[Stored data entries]
_____
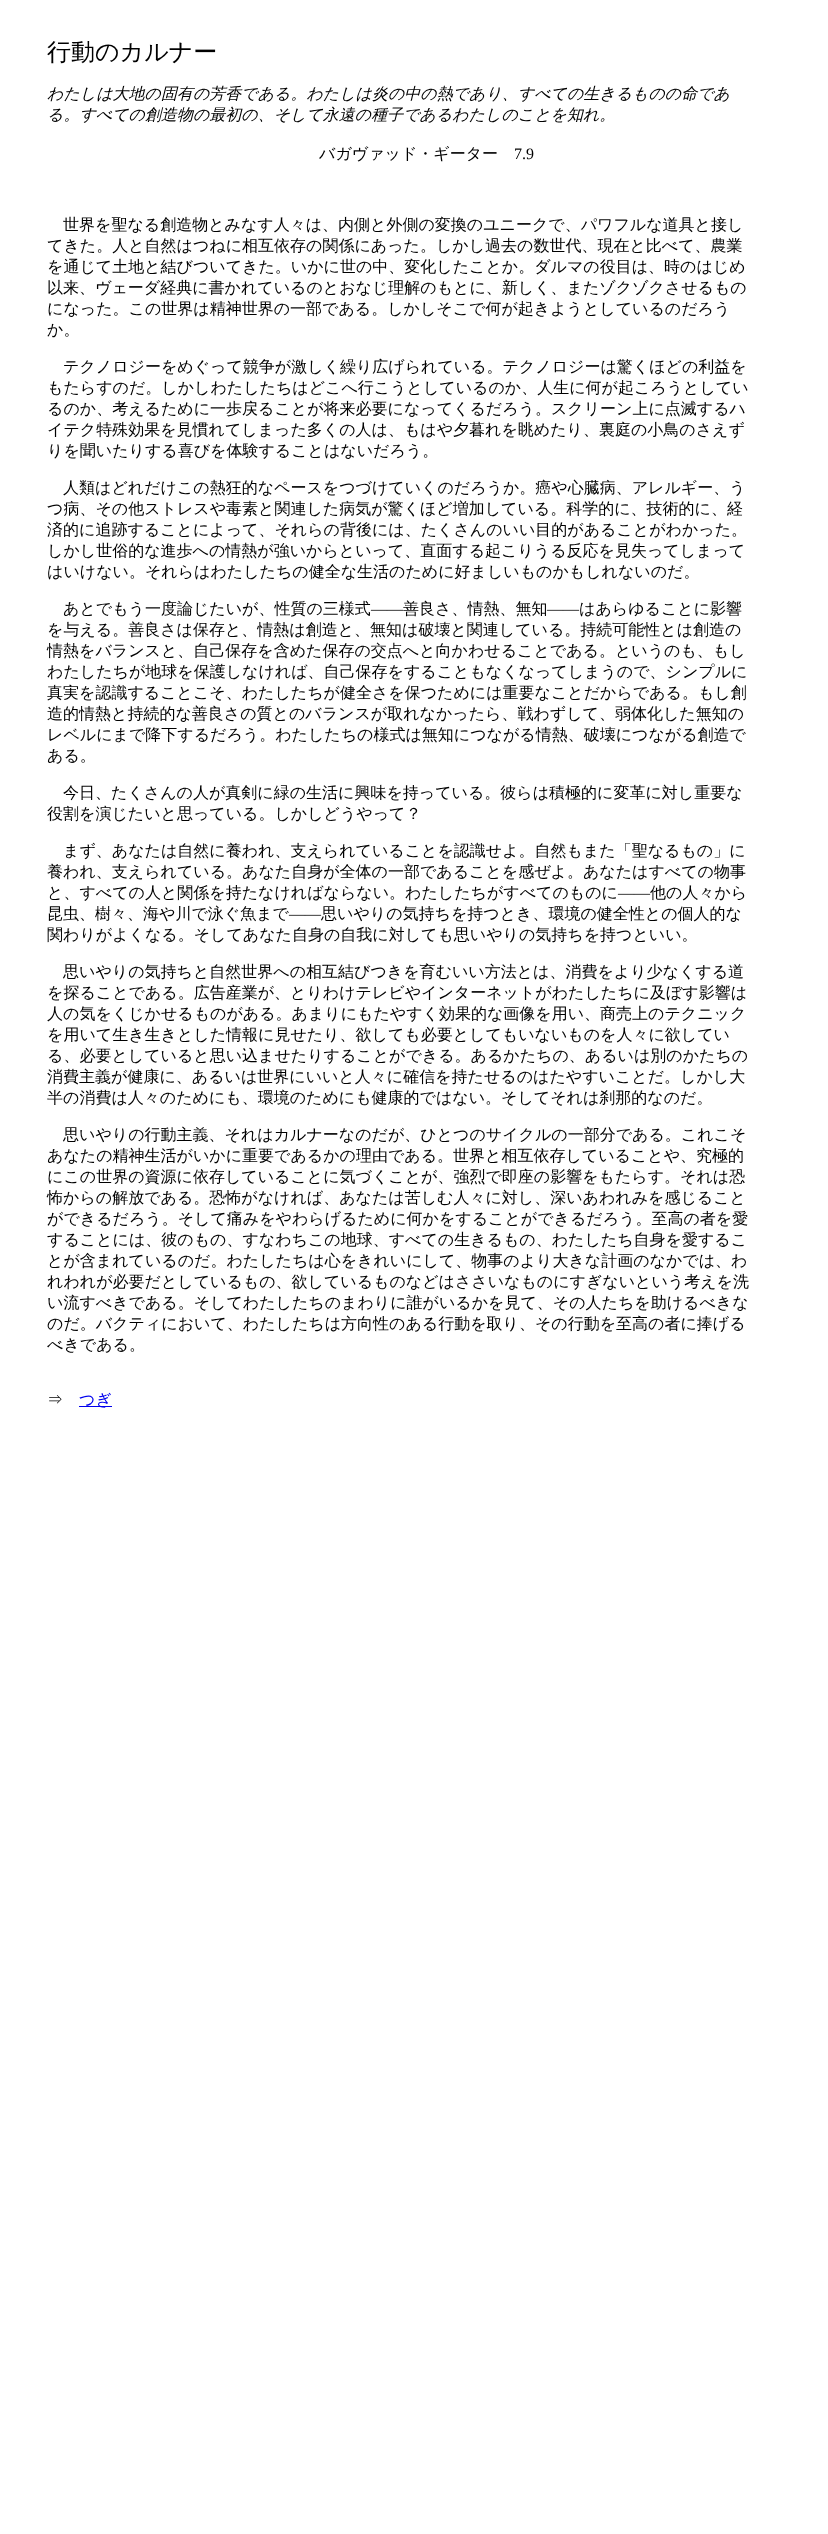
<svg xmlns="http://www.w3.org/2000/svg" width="828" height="2534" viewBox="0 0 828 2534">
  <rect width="100%" height="100%" fill="rgb(255,255,255)"/>
  <text x="47" y="60" font-family="WenQuanYi Zen Hei" font-size="24" font-weight="500" fill="rgb(0,0,0)">行動のカルナー</text>
  <g font-family="WenQuanYi Zen Hei" font-size="16" font-weight="500" font-style="italic" fill="rgb(0,0,0)">
    <text>
      <tspan x="47" y="99">わたしは大地の固有の芳香である。わたしは炎の中の熱であり、すべての生きるものの命であ</tspan>
      <tspan x="47" y="120">る。すべての創造物の最初の、そして永遠の種子であるわたしのことを知れ。</tspan>
    </text>
  </g>
  <text x="319" y="159" font-family="WenQuanYi Zen Hei" font-size="16" font-weight="500" fill="rgb(0,0,0)">バガヴァッド・ギーター</text>
  <text x="514" y="159" font-family="Liberation Serif" font-size="16" fill="rgb(0,0,0)">7.9</text>
  <g font-family="WenQuanYi Zen Hei" font-size="16" font-weight="500" fill="rgb(0,0,0)">
    <text x="63" y="230">世界を聖なる創造物とみなす人々は、内側と外側の変換のユニークで、パワフルな道具と接し</text>
    <text>
      <tspan x="47" y="251">てきた。人と自然はつねに相互依存の関係にあった。しかし過去の数世代、現在と比べて、農業</tspan>
      <tspan x="47" y="272">を通じて土地と結びついてきた。いかに世の中、変化したことか。ダルマの役目は、時のはじめ</tspan>
      <tspan x="47" y="293">以来、ヴェーダ経典に書かれているのとおなじ理解のもとに、新しく、またゾクゾクさせるもの</tspan>
      <tspan x="47" y="314">になった。この世界は精神世界の一部である。しかしそこで何が起きようとしているのだろう</tspan>
      <tspan x="47" y="335">か。</tspan>
    </text>
    <text x="63" y="372">テクノロジーをめぐって競争が激しく繰り広げられている。テクノロジーは驚くほどの利益を</text>
    <text>
      <tspan x="47" y="393">もたらすのだ。しかしわたしたちはどこへ行こうとしているのか、人生に何が起ころうとしてい</tspan>
      <tspan x="47" y="414">るのか、考えるために一歩戻ることが将来必要になってくるだろう。スクリーン上に点滅するハ</tspan>
      <tspan x="47" y="435">イテク特殊効果を見慣れてしまった多くの人は、もはや夕暮れを眺めたり、裏庭の小鳥のさえず</tspan>
      <tspan x="47" y="456">りを聞いたりする喜びを体験することはないだろう。</tspan>
    </text>
    <text x="63" y="493">人類はどれだけこの熱狂的なペースをつづけていくのだろうか。癌や心臓病、アレルギー、う</text>
    <text>
      <tspan x="47" y="514">つ病、その他ストレスや毒素と関連した病気が驚くほど増加している。科学的に、技術的に、経</tspan>
      <tspan x="47" y="535">済的に追跡することによって、それらの背後には、たくさんのいい目的があることがわかった。</tspan>
      <tspan x="47" y="556">しかし世俗的な進歩への情熱が強いからといって、直面する起こりうる反応を見失ってしまって</tspan>
      <tspan x="47" y="577">はいけない。それらはわたしたちの健全な生活のために好ましいものかもしれないのだ。</tspan>
    </text>
    <text x="63" y="614">あとでもう一度論じたいが、性質の三様式</text>
  </g>
  <text x="371" y="614" font-family="Liberation Serif" font-size="16" fill="rgb(0,0,0)">――</text>
  <text x="403" y="614" font-family="WenQuanYi Zen Hei" font-size="16" font-weight="500" fill="rgb(0,0,0)">善良さ、情熱、無知</text>
  <text x="547" y="614" font-family="Liberation Serif" font-size="16" fill="rgb(0,0,0)">――</text>
  <g font-family="WenQuanYi Zen Hei" font-size="16" font-weight="500" fill="rgb(0,0,0)">
    <text x="579" y="614">はあらゆることに影響</text>
    <text>
      <tspan x="47" y="635">を与える。善良さは保存と、情熱は創造と、無知は破壊と関連している。持続可能性とは創造の</tspan>
      <tspan x="47" y="656">情熱をバランスと、自己保存を含めた保存の交点へと向かわせることである。というのも、もし</tspan>
      <tspan x="47" y="677">わたしたちが地球を保護しなければ、自己保存をすることもなくなってしまうので、シンプルに</tspan>
      <tspan x="47" y="698">真実を認識することこそ、わたしたちが健全さを保つためには重要なことだからである。もし創</tspan>
      <tspan x="47" y="719">造的情熱と持続的な善良さの質とのバランスが取れなかったら、戦わずして、弱体化した無知の</tspan>
      <tspan x="47" y="740">レベルにまで降下するだろう。わたしたちの様式は無知につながる情熱、破壊につながる創造で</tspan>
      <tspan x="47" y="761">ある。</tspan>
    </text>
    <text x="63" y="798">今日、たくさんの人が真剣に緑の生活に興味を持っている。彼らは積極的に変革に対し重要な</text>
    <text x="47" y="819">役割を演じたいと思っている。しかしどうやって？</text>
    <text x="63" y="856">まず、あなたは自然に養われ、支えられていることを認識せよ。自然もまた「聖なるもの」に</text>
    <text>
      <tspan x="47" y="877">養われ、支えられている。あなた自身が全体の一部であることを感ぜよ。あなたはすべての物事</tspan>
      <tspan x="47" y="898">と、すべての人と関係を持たなければならない。わたしたちがすべてのものに</tspan>
    </text>
  </g>
  <text x="618" y="898" font-family="Liberation Serif" font-size="16" fill="rgb(0,0,0)">――</text>
  <g font-family="WenQuanYi Zen Hei" font-size="16" font-weight="500" fill="rgb(0,0,0)">
    <text x="650" y="898">他の人々から</text>
    <text x="47" y="919">昆虫、樹々、海や川で泳ぐ魚まで</text>
  </g>
  <text x="289" y="919" font-family="Liberation Serif" font-size="16" fill="rgb(0,0,0)">――</text>
  <g font-family="WenQuanYi Zen Hei" font-size="16" font-weight="500" fill="rgb(0,0,0)">
    <text x="321" y="919">思いやりの気持ちを持つとき、環境の健全性との個人的な</text>
    <text x="47" y="940">関わりがよくなる。そしてあなた自身の自我に対しても思いやりの気持ちを持つといい。</text>
    <text x="63" y="977">思いやりの気持ちと自然世界への相互結びつきを育むいい方法とは、消費をより少なくする道</text>
    <text>
      <tspan x="47" y="998">を探ることである。広告産業が、とりわけテレビやインターネットがわたしたちに及ぼす影響は</tspan>
      <tspan x="47" y="1019">人の気をくじかせるものがある。あまりにもたやすく効果的な画像を用い、商売上のテクニック</tspan>
      <tspan x="47" y="1040">を用いて生き生きとした情報に見せたり、欲しても必要としてもいないものを人々に欲してい</tspan>
      <tspan x="47" y="1061">る、必要としていると思い込ませたりすることができる。あるかたちの、あるいは別のかたちの</tspan>
      <tspan x="47" y="1082">消費主義が健康に、あるいは世界にいいと人々に確信を持たせるのはたやすいことだ。しかし大</tspan>
      <tspan x="47" y="1103">半の消費は人々のためにも、環境のためにも健康的ではない。そしてそれは刹那的なのだ。</tspan>
    </text>
    <text x="63" y="1140">思いやりの行動主義、それはカルナーなのだが、ひとつのサイクルの一部分である。これこそ</text>
    <text>
      <tspan x="47" y="1161">あなたの精神生活がいかに重要であるかの理由である。世界と相互依存していることや、究極的</tspan>
      <tspan x="47" y="1182">にこの世界の資源に依存していることに気づくことが、強烈で即座の影響をもたらす。それは恐</tspan>
      <tspan x="47" y="1203">怖からの解放である。恐怖がなければ、あなたは苦しむ人々に対し、深いあわれみを感じること</tspan>
      <tspan x="47" y="1224">ができるだろう。そして痛みをやわらげるために何かをすることができるだろう。至高の者を愛</tspan>
      <tspan x="47" y="1245">することには、彼のもの、すなわちこの地球、すべての生きるもの、わたしたち自身を愛するこ</tspan>
      <tspan x="47" y="1266">とが含まれているのだ。わたしたちは心をきれいにして、物事のより大きな計画のなかでは、わ</tspan>
      <tspan x="47" y="1287">れわれが必要だとしているもの、欲しているものなどはささいなものにすぎないという考えを洗</tspan>
      <tspan x="47" y="1308">い流すべきである。そしてわたしたちのまわりに誰がいるかを見て、その人たちを助けるべきな</tspan>
      <tspan x="47" y="1329">のだ。バクティにおいて、わたしたちは方向性のある行動を取り、その行動を至高の者に捧げる</tspan>
      <tspan x="47" y="1350">べきである。</tspan>
    </text>
    <text x="47" y="1405">⇒</text>
  </g>
  <rect x="79" y="1406" width="33" height="1" fill="rgb(0,0,238)"/>
  <text x="79" y="1405" font-family="WenQuanYi Zen Hei" font-size="16" font-weight="500" fill="rgb(0,0,238)">つぎ</text>
</svg>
_____
**TASK DESCRIPTION:** Lines holding "height": copy each one from the records above.

**REPLY:**
<svg xmlns="http://www.w3.org/2000/svg" width="828" height="2534" viewBox="0 0 828 2534">
  <rect width="100%" height="100%" fill="rgb(255,255,255)"/>
  <rect x="79" y="1406" width="33" height="1" fill="rgb(0,0,238)"/>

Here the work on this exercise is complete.